Goal of the exercise =>
The entries follow. Please return all of them exactly.

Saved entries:
--------

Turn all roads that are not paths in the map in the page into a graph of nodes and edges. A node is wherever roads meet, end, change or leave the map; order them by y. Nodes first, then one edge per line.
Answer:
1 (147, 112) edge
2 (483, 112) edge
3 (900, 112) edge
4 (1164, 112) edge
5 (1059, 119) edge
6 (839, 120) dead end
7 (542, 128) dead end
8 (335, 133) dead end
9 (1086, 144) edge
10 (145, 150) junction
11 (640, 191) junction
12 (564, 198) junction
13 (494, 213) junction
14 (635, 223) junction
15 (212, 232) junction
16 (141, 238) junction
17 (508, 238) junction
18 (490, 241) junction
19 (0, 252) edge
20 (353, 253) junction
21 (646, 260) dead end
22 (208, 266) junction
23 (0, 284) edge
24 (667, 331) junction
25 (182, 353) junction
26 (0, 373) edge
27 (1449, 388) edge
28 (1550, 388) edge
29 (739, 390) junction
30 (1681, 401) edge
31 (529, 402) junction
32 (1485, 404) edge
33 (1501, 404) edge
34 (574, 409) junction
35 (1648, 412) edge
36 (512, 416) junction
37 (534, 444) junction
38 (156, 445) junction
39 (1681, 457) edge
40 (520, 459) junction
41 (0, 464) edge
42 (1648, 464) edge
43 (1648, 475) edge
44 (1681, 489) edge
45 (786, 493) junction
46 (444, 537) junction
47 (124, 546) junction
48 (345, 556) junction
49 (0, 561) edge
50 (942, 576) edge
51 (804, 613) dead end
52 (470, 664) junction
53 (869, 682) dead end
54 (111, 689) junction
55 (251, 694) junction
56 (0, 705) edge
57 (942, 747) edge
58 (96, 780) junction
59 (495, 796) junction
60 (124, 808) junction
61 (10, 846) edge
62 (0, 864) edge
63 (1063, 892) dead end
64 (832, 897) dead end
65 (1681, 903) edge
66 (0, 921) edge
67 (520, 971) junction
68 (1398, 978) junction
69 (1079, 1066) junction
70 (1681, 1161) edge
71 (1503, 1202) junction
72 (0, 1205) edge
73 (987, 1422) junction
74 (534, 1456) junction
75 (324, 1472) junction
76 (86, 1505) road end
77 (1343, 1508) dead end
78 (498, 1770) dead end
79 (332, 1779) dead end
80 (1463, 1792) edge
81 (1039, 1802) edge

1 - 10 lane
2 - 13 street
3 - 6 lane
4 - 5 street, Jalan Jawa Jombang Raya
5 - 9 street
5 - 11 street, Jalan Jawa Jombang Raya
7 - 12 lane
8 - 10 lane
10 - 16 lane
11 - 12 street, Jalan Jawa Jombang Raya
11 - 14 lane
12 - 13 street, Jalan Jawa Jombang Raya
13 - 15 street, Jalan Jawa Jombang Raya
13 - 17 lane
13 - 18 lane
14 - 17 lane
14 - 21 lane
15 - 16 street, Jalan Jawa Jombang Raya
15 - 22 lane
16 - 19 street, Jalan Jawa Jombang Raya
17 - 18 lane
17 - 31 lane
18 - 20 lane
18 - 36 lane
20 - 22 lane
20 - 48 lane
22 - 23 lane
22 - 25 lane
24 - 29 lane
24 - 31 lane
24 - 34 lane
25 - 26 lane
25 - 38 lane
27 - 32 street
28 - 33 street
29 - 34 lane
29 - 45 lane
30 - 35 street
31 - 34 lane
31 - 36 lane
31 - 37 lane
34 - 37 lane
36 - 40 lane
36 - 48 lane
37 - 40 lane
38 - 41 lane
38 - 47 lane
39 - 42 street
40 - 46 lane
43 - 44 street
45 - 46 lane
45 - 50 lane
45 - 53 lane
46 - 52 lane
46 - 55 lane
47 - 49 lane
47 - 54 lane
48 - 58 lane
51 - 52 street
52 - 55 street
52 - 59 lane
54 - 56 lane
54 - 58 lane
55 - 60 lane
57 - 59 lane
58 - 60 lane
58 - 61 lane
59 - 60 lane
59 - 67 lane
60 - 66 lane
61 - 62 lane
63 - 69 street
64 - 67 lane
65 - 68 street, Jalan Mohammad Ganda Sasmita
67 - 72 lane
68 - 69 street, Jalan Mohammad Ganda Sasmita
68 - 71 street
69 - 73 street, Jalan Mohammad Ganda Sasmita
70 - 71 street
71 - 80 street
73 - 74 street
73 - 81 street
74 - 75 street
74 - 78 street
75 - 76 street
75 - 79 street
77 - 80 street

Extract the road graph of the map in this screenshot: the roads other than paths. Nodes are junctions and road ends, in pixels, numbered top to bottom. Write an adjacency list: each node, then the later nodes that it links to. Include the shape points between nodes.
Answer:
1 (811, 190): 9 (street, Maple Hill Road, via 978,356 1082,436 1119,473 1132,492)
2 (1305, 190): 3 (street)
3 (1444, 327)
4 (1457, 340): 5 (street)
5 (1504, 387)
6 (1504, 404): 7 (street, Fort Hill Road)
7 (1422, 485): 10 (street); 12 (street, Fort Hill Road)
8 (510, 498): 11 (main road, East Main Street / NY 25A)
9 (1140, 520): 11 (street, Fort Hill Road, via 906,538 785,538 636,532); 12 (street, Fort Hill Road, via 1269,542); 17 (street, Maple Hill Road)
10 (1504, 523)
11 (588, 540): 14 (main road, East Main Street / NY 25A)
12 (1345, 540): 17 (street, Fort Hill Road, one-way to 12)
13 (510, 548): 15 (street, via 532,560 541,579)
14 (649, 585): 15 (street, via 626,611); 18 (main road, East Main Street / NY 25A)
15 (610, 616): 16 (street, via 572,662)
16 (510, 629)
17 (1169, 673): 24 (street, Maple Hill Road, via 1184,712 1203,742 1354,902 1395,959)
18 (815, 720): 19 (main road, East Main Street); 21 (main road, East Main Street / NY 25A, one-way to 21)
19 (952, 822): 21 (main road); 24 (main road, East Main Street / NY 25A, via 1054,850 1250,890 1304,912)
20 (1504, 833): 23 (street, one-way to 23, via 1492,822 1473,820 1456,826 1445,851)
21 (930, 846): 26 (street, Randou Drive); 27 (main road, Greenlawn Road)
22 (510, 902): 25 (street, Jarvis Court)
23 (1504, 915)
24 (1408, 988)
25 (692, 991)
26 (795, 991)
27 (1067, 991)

--------

Written solution =>
Turn all roads that are not paths in the map in the page into a graph of nodes and edges. A node is wherever roads meet, end, change or leave the map; order them by y. Nodes first, then one edge per line.
Answer:
1 (147, 112) edge
2 (483, 112) edge
3 (900, 112) edge
4 (1164, 112) edge
5 (1059, 119) edge
6 (839, 120) dead end
7 (542, 128) dead end
8 (335, 133) dead end
9 (1086, 144) edge
10 (145, 150) junction
11 (640, 191) junction
12 (564, 198) junction
13 (494, 213) junction
14 (635, 223) junction
15 (212, 232) junction
16 (141, 238) junction
17 (508, 238) junction
18 (490, 241) junction
19 (0, 252) edge
20 (353, 253) junction
21 (646, 260) dead end
22 (208, 266) junction
23 (0, 284) edge
24 (667, 331) junction
25 (182, 353) junction
26 (0, 373) edge
27 (1449, 388) edge
28 (1550, 388) edge
29 (739, 390) junction
30 (1681, 401) edge
31 (529, 402) junction
32 (1485, 404) edge
33 (1501, 404) edge
34 (574, 409) junction
35 (1648, 412) edge
36 (512, 416) junction
37 (534, 444) junction
38 (156, 445) junction
39 (1681, 457) edge
40 (520, 459) junction
41 (0, 464) edge
42 (1648, 464) edge
43 (1648, 475) edge
44 (1681, 489) edge
45 (786, 493) junction
46 (444, 537) junction
47 (124, 546) junction
48 (345, 556) junction
49 (0, 561) edge
50 (942, 576) edge
51 (804, 613) dead end
52 (470, 664) junction
53 (869, 682) dead end
54 (111, 689) junction
55 (251, 694) junction
56 (0, 705) edge
57 (942, 747) edge
58 (96, 780) junction
59 (495, 796) junction
60 (124, 808) junction
61 (10, 846) edge
62 (0, 864) edge
63 (1063, 892) dead end
64 (832, 897) dead end
65 (1681, 903) edge
66 (0, 921) edge
67 (520, 971) junction
68 (1398, 978) junction
69 (1079, 1066) junction
70 (1681, 1161) edge
71 (1503, 1202) junction
72 (0, 1205) edge
73 (987, 1422) junction
74 (534, 1456) junction
75 (324, 1472) junction
76 (86, 1505) road end
77 (1343, 1508) dead end
78 (498, 1770) dead end
79 (332, 1779) dead end
80 (1463, 1792) edge
81 (1039, 1802) edge

1 - 10 lane
2 - 13 street
3 - 6 lane
4 - 5 street, Jalan Jawa Jombang Raya
5 - 9 street
5 - 11 street, Jalan Jawa Jombang Raya
7 - 12 lane
8 - 10 lane
10 - 16 lane
11 - 12 street, Jalan Jawa Jombang Raya
11 - 14 lane
12 - 13 street, Jalan Jawa Jombang Raya
13 - 15 street, Jalan Jawa Jombang Raya
13 - 17 lane
13 - 18 lane
14 - 17 lane
14 - 21 lane
15 - 16 street, Jalan Jawa Jombang Raya
15 - 22 lane
16 - 19 street, Jalan Jawa Jombang Raya
17 - 18 lane
17 - 31 lane
18 - 20 lane
18 - 36 lane
20 - 22 lane
20 - 48 lane
22 - 23 lane
22 - 25 lane
24 - 29 lane
24 - 31 lane
24 - 34 lane
25 - 26 lane
25 - 38 lane
27 - 32 street
28 - 33 street
29 - 34 lane
29 - 45 lane
30 - 35 street
31 - 34 lane
31 - 36 lane
31 - 37 lane
34 - 37 lane
36 - 40 lane
36 - 48 lane
37 - 40 lane
38 - 41 lane
38 - 47 lane
39 - 42 street
40 - 46 lane
43 - 44 street
45 - 46 lane
45 - 50 lane
45 - 53 lane
46 - 52 lane
46 - 55 lane
47 - 49 lane
47 - 54 lane
48 - 58 lane
51 - 52 street
52 - 55 street
52 - 59 lane
54 - 56 lane
54 - 58 lane
55 - 60 lane
57 - 59 lane
58 - 60 lane
58 - 61 lane
59 - 60 lane
59 - 67 lane
60 - 66 lane
61 - 62 lane
63 - 69 street
64 - 67 lane
65 - 68 street, Jalan Mohammad Ganda Sasmita
67 - 72 lane
68 - 69 street, Jalan Mohammad Ganda Sasmita
68 - 71 street
69 - 73 street, Jalan Mohammad Ganda Sasmita
70 - 71 street
71 - 80 street
73 - 74 street
73 - 81 street
74 - 75 street
74 - 78 street
75 - 76 street
75 - 79 street
77 - 80 street

Extract the road graph of the map in this screenshot: the roads other than paths. Nodes are junctions and road ends, in pixels, numbered top to bottom. Write an adjacency list: each node, then the later nodes that it links to. Include the shape points between nodes.
Answer:
1 (811, 190): 9 (street, Maple Hill Road, via 978,356 1082,436 1119,473 1132,492)
2 (1305, 190): 3 (street)
3 (1444, 327)
4 (1457, 340): 5 (street)
5 (1504, 387)
6 (1504, 404): 7 (street, Fort Hill Road)
7 (1422, 485): 10 (street); 12 (street, Fort Hill Road)
8 (510, 498): 11 (main road, East Main Street / NY 25A)
9 (1140, 520): 11 (street, Fort Hill Road, via 906,538 785,538 636,532); 12 (street, Fort Hill Road, via 1269,542); 17 (street, Maple Hill Road)
10 (1504, 523)
11 (588, 540): 14 (main road, East Main Street / NY 25A)
12 (1345, 540): 17 (street, Fort Hill Road, one-way to 12)
13 (510, 548): 15 (street, via 532,560 541,579)
14 (649, 585): 15 (street, via 626,611); 18 (main road, East Main Street / NY 25A)
15 (610, 616): 16 (street, via 572,662)
16 (510, 629)
17 (1169, 673): 24 (street, Maple Hill Road, via 1184,712 1203,742 1354,902 1395,959)
18 (815, 720): 19 (main road, East Main Street); 21 (main road, East Main Street / NY 25A, one-way to 21)
19 (952, 822): 21 (main road); 24 (main road, East Main Street / NY 25A, via 1054,850 1250,890 1304,912)
20 (1504, 833): 23 (street, one-way to 23, via 1492,822 1473,820 1456,826 1445,851)
21 (930, 846): 26 (street, Randou Drive); 27 (main road, Greenlawn Road)
22 (510, 902): 25 (street, Jarvis Court)
23 (1504, 915)
24 (1408, 988)
25 (692, 991)
26 (795, 991)
27 (1067, 991)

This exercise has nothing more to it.